村上春樹のインタビューを読むと、『ねじまき鳥クロニクル』を書き始めたとき、彼の頭にあったのは、物語の始まりのイメージでしかなかったことが分かる。そしてそれこそが物語の始まり方だと頑なに信じていた僕にとって、アーヴィングの話は衝撃的ですらあった。頑固であったのはアーヴィングではなく僕のほうだったのだ(もちろんアーヴィングだって相当頑固だと思うけど)。物語の発生のしかたに決まりなどはない。自分の小説の最後の一説が実際の小説の中でどのように機能しているか、自分の小説の例に挙げながら話すアーヴィングを前に、僕は少々圧倒されてしまった。
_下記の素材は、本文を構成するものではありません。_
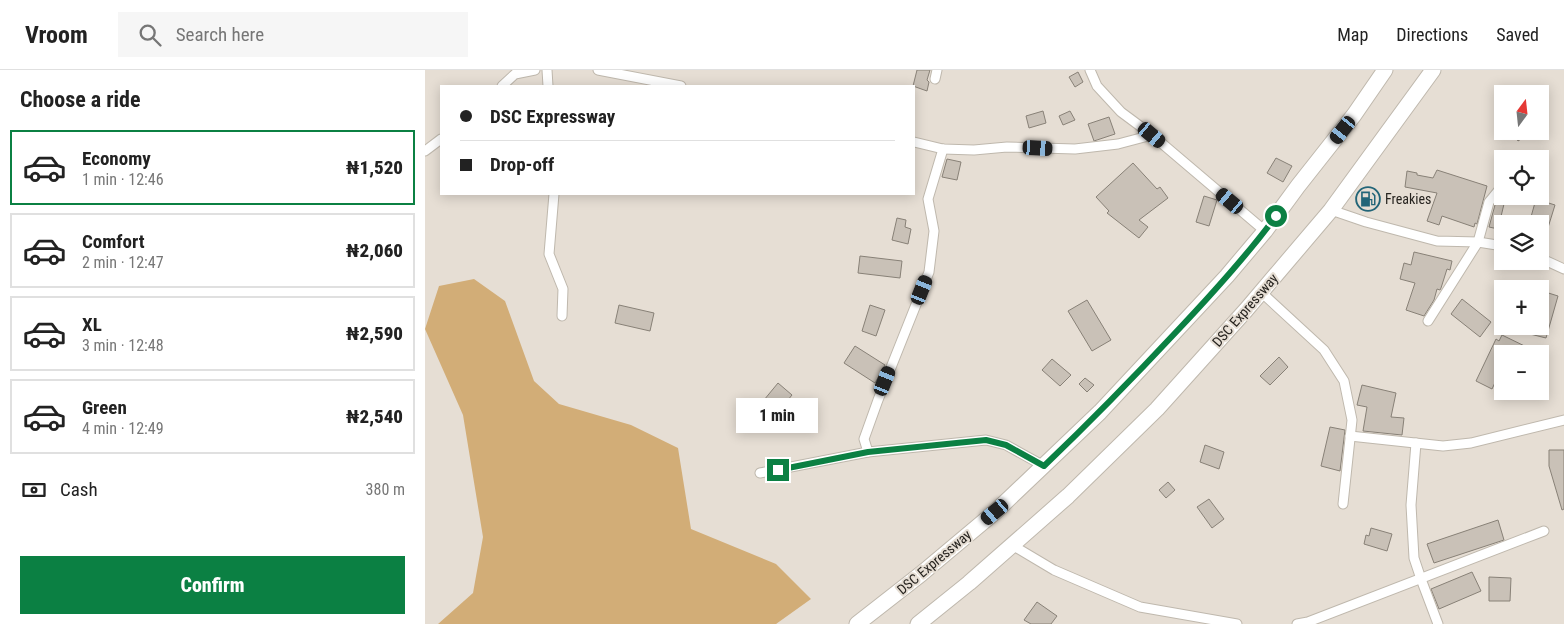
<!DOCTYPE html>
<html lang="en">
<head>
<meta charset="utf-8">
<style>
	body { margin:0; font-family:"Roboto Condensed",sans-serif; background:#f6f6f6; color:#222; height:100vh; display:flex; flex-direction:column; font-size:19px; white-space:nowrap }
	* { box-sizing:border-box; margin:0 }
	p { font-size:16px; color:#767676 }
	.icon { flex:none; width:28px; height:28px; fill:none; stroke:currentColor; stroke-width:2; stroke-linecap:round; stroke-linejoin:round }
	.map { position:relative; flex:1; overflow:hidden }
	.drawer { display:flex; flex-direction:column; background:#fff; width:425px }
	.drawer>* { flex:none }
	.banner { position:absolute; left:15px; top:15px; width:475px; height:110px; border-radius:0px; box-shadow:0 2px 12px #0003; display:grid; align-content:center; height:110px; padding:0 20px; background:#fff }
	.needle { width:32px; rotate:15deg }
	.controls { position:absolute; left:1069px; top:15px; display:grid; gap:10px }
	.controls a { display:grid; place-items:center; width:55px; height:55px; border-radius:0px; background:#fff; box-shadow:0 2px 12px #0003; font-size:25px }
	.end { position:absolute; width:22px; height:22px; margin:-11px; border:6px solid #0b8043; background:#fff; box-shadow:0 0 0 2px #fff }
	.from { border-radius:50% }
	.bubble { position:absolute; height:35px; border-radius:0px; background:#fff; box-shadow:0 2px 12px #0003; font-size:16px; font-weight:800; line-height:35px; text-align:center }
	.car { position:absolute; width:15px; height:30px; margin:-15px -8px; border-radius:6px; box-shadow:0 0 4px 1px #0007; background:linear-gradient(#222 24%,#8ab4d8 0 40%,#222 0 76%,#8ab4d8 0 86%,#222 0) }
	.banner b { display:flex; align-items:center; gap:18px; height:48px; font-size:19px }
	.banner b+b { border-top:1px solid #e0e0e0 }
	.banner i { width:12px; height:12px; background:#222 }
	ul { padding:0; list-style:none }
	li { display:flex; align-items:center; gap:15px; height:75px; margin:0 10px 8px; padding:0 10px; border:2px solid #e0e0e0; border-radius:0px }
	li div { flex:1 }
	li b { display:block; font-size:19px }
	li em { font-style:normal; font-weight:800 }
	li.current { border-color:#0b8043 }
	li>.icon { width:45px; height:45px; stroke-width:1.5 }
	h2 { padding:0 20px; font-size:22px; line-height:60px }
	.pay { display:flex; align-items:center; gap:12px; height:55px; padding:0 20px; font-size:19px }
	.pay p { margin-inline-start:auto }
	.action { display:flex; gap:10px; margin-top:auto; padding:10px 20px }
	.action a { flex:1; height:58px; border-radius:0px; background:#0b8043; color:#fff; font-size:20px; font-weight:800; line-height:58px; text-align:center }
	header { display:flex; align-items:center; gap:30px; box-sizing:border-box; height:70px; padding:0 25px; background:#fff; border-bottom:1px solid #e0e0e0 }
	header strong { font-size:24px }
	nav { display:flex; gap:28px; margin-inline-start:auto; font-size:18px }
	.search { width:350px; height:45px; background:#f6f6f6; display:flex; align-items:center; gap:12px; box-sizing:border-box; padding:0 18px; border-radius:0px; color:#767676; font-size:19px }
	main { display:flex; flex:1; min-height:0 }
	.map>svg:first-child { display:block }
	.green { fill:#d2ad77 }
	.building { fill:#c9c1b7; stroke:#888177 }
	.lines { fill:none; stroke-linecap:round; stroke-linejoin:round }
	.street-casing { stroke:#bfb8ad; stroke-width:11 }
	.primary-casing { stroke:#bfb8ad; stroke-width:17 }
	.street { stroke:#fff; stroke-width:9 }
	.primary { stroke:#fff; stroke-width:15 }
	.route { stroke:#0b8043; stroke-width:6 }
	.labels { text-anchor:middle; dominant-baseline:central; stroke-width:4; stroke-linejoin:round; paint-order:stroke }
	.poi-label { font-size:14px; fill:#272420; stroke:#e6ded4; text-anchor:start }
	.street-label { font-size:14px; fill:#272420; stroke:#e6ded4 }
</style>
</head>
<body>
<header>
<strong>Vroom</strong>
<div class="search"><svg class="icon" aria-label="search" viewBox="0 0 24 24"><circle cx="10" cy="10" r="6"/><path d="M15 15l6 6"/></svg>Search here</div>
<nav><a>Map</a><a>Directions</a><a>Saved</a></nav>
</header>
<main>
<section class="drawer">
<h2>Choose a ride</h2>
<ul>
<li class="current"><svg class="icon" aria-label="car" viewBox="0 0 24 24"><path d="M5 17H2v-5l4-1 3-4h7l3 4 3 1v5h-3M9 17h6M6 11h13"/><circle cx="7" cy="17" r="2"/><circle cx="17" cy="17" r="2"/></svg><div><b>Economy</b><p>1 min · 12:46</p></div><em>₦1,520</em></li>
<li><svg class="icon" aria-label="car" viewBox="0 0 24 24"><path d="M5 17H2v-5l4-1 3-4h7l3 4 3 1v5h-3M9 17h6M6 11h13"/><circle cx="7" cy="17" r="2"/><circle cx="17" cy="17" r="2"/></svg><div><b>Comfort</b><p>2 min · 12:47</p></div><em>₦2,060</em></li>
<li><svg class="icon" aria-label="car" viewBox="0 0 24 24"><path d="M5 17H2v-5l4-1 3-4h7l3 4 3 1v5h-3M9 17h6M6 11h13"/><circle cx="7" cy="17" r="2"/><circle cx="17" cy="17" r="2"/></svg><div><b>XL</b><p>3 min · 12:48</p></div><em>₦2,590</em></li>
<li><svg class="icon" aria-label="car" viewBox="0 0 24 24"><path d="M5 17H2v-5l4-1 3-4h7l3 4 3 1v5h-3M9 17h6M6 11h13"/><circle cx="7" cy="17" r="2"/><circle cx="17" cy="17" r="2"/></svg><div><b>Green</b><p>4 min · 12:49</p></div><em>₦2,540</em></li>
</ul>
<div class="pay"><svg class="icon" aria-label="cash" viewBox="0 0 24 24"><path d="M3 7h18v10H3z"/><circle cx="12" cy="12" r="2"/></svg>Cash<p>380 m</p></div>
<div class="action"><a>Confirm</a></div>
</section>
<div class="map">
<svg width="1139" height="554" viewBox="0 0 1139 554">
	<rect width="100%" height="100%" fill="#e6ded4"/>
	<path class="green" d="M 49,209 L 80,231 L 109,311 L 134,334 L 206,355 L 253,378 L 266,459 L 351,494 L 386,529 L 351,554 L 10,554 L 13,554 L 48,523 L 58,467 L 38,345 L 0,259 L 14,216 Z"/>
	<g class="building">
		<path d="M 492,0 L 505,0 L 502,10 L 504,12 L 502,21 L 488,16 Z"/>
		<path d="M 653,2 L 658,12 L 650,17 L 644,7 Z"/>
		<path d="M 618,41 L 621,53 L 604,58 L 601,46 Z"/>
		<path d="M 645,41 L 650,50 L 638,55 L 634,46 Z"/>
		<path d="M 684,47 L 690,64 L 669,71 L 663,54 Z"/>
		<path d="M 1087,61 L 1108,61 L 1093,71 Z"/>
		<path d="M 851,88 L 867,96 L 858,112 L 842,103 Z"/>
		<path d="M 522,89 L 536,92 L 532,110 L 517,107 Z"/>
		<path d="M 708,93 L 732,119 L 735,117 L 743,128 L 714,150 L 723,157 L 714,168 L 682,143 L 684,141 L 671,127 Z"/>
		<path d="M 1012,100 L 1062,116 L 1052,154 L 1050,153 L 1049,157 L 1017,146 L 1014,155 L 1002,151 L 1012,123 L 980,117 L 982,101 L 992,103 L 992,105 L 1008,108 Z"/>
		<path d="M 779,126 L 792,130 L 784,156 L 771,152 Z"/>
		<path d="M 1111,129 L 1130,135 L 1117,177 L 1115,176 L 1115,154 L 1104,154 Z"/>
		<path d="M 1072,132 L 1079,134 L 1073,159 L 1064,157 L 1070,135 Z"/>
		<path d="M 472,148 L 481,150 L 480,157 L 486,159 L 483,174 L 467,170 Z"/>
		<path d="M 989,182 L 1027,191 L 1025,200 L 1022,199 L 1016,218 L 1015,220 L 1012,219 L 1009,230 L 999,246 L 981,240 L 990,213 L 975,209 L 979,193 L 986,195 Z"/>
		<path d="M 435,186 L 477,191 L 475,208 L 433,203 Z"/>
		<path d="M 1117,221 L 1133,226 L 1121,268 L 1105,264 L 1107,256 L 1115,256 L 1115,227 Z"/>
		<path d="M 1037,229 L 1066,252 L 1055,267 L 1026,244 Z"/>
		<path d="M 662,230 L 686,270 L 667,281 L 643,241 Z"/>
		<path d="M 194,235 L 229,243 L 225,261 L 190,253 Z"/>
		<path d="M 445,235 L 460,240 L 451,266 L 437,261 Z"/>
		<path d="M 1077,265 L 1116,284 L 1078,284 L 1078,296 L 1067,319 L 1051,311 L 1071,269 L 1074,271 Z"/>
		<path d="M 430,276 L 460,295 L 450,313 L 419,293 Z"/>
		<path d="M 854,287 L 863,297 L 845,315 L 835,306 Z"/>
		<path d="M 627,289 L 646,305 L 635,316 L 617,300 Z"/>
		<path d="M 660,308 L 669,315 L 662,322 L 654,314 Z"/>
		<path d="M 353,313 L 367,325 L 339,359 L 325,347 Z"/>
		<path d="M 937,315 L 971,323 L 966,347 L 979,348 L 977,365 L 938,361 L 942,337 L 932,335 Z"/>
		<path d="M 905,357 L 920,360 L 915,401 L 896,396 Z"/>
		<path d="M 780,375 L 799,382 L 794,399 L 775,392 Z"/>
		<path d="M 1124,380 L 1139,380 L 1139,439 L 1137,440 L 1124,396 Z"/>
		<path d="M 743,412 L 750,420 L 741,428 L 734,420 Z"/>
		<path d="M 784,429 L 799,449 L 787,458 L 772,437 Z"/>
		<path d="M 1073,450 L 1079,470 L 1009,493 L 1002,474 Z"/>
		<path d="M 946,458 L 967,464 L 962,481 L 939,474 L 941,465 L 944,466 Z"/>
		<path d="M 1047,502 L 1056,521 L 1014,539 L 1006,519 Z"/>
		<path d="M 1064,507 L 1086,508 L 1085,531 L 1064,531 Z"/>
		<path d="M 612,532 L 632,546 L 626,554 L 606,554 L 599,550 Z"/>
	</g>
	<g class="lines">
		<g class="street-casing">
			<g id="street">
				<path d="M 122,0 L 123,16"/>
				<path d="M 173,0 L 256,16"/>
				<path d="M 665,0 L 672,16 L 696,42 L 727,65 L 840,161"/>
				<path d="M 510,9 L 512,0"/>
				<path d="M 77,16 L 90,4 L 110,0"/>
				<path d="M 489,72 L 518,79 L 549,80 L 582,77 L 650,79 L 693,74 L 727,65"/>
				<path d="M 0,81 L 16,69"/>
				<path d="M 129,124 L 124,184 L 138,219 L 137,246"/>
				<path d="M 906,140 L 941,152 L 1012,171 L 1053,172 L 1078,176"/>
				<path d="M 1115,188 L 1139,199"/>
				<path d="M 836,222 L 899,280 L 919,311 L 927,350 L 918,434"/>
				<path d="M 1003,251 L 1053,172 L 1064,132 L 1078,115"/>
				<path d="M 925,366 L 1018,376 L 1046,373 L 1139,350"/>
				<path d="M 991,373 L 986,435 L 989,488 L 996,509 L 1013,554"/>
				<path d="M 443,382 L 439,369 L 453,330 L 504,202 L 509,161 L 503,129 L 518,79"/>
				<path d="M 335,403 L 443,382 L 561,370 L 581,375 L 619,396"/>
				<path d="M 587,475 L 629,500 L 715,537 L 812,554"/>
				<path d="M 872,554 L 883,552 L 1119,461"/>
			</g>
		</g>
		<g class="primary-casing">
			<g id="primary">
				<path d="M 432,554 L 496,504 L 570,442 L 675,342 L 802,206 L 840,161 L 873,116 L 929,45 L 960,0"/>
				<path d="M 493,554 L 544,513 L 643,426 L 732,339 L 821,240 L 906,140 L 1008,0"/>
			</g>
		</g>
		<use href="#street" class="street"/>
		<use href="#primary" class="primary"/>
	</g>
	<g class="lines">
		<path class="route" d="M 353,400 L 443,382 L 561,370 L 581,375 L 619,396 C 665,352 709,307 752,261 C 787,224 821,187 851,146"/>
	</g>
	<defs>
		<g id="fuel-ring" transform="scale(1.25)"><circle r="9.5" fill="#e6ded4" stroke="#226578" stroke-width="1.5"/><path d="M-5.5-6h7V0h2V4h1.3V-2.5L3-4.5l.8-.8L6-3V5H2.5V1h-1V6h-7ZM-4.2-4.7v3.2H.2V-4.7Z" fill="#226578"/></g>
	</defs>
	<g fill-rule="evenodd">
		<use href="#fuel-ring" x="943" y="129"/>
	</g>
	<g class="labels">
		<g class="poi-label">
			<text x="960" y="129">Freakies</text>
		</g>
		<g class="street-label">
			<text transform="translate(820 240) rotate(-49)">DSC Expressway</text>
			<text transform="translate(509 492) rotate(-40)">DSC Expressway</text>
		</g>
	</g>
</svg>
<div class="controls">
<a><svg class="needle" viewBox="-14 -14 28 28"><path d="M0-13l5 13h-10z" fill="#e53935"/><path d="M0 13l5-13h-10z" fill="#767676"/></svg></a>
<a><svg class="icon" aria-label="locate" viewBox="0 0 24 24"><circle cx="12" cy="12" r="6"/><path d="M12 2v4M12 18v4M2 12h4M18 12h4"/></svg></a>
<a><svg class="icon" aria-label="layers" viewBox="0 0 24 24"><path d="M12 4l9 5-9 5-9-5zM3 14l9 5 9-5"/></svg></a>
<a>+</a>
<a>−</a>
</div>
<i class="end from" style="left:851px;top:146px"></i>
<i class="end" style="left:353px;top:400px"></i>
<div class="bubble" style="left:311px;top:328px;width:82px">1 min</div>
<i class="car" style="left:918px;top:60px;rotate:218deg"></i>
<i class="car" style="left:727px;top:65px;rotate:130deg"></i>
<i class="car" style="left:613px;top:78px;rotate:93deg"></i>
<i class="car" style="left:805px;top:131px;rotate:310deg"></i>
<i class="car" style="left:497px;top:220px;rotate:22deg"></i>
<i class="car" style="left:460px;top:311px;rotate:22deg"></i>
<i class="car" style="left:570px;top:442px;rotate:230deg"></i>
<div class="banner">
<b><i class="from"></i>DSC Expressway</b>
<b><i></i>Drop-off</b>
</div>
</div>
</main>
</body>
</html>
そしてアーヴィングは彼が本当に一流の作家だと確信させるような話をしてくれた。例えば『ガープ』ならば作品の半ばまで、ガープかあるいはその母親ジェニーかどちらが物語の主人公になるか分からなかったというのだ。仮に作家が自分の物語を自分のコントロール下に置きたいと望むならば、主人公が誰になるか分からないはずがない、というのがごく一般的な意見ではないだろうか。そしてアーヴィングはそのコントロールへの固執が人一倍強い作家なのだ。しかし彼はそんな重要なことも決めないまま小説を書く。物語をコントロール下に置こうとしながらも、そしてそのために多大な労力を払いながらも、彼は物語の最重要部分を物語りに任せている。物語を信じているといってもいいかもしれない。彼は物語に自由な意思を与えている。つまりアーヴィングは決して物語の独裁者ではないのだ。
アーヴィングのこのバランス感覚の良さは賞賛せざるえない。一方で物語への力を行使しながら、もう一歩では物語に一定の、いや多大な信頼を寄せている。このバランス感覚こそ彼をして一流の小説家にしているのではないかと僕は思う。
そういう意味でやはり彼はレスリングの選手なのだと僕は思う。どんなスポーツであれ、バランス感覚ほど重要なものはないのだから。
後日談:その日同じくアーヴィングの講演に居合わせた小説家のマーサ・コーリィーは「面白い話だったけど、一番最後の文章から書き始めるなんて私は信じないわね」、と冗談交じりに言っていました。僕も今冷静に考えると、やっぱりちょっと信じがたいと思う・・・。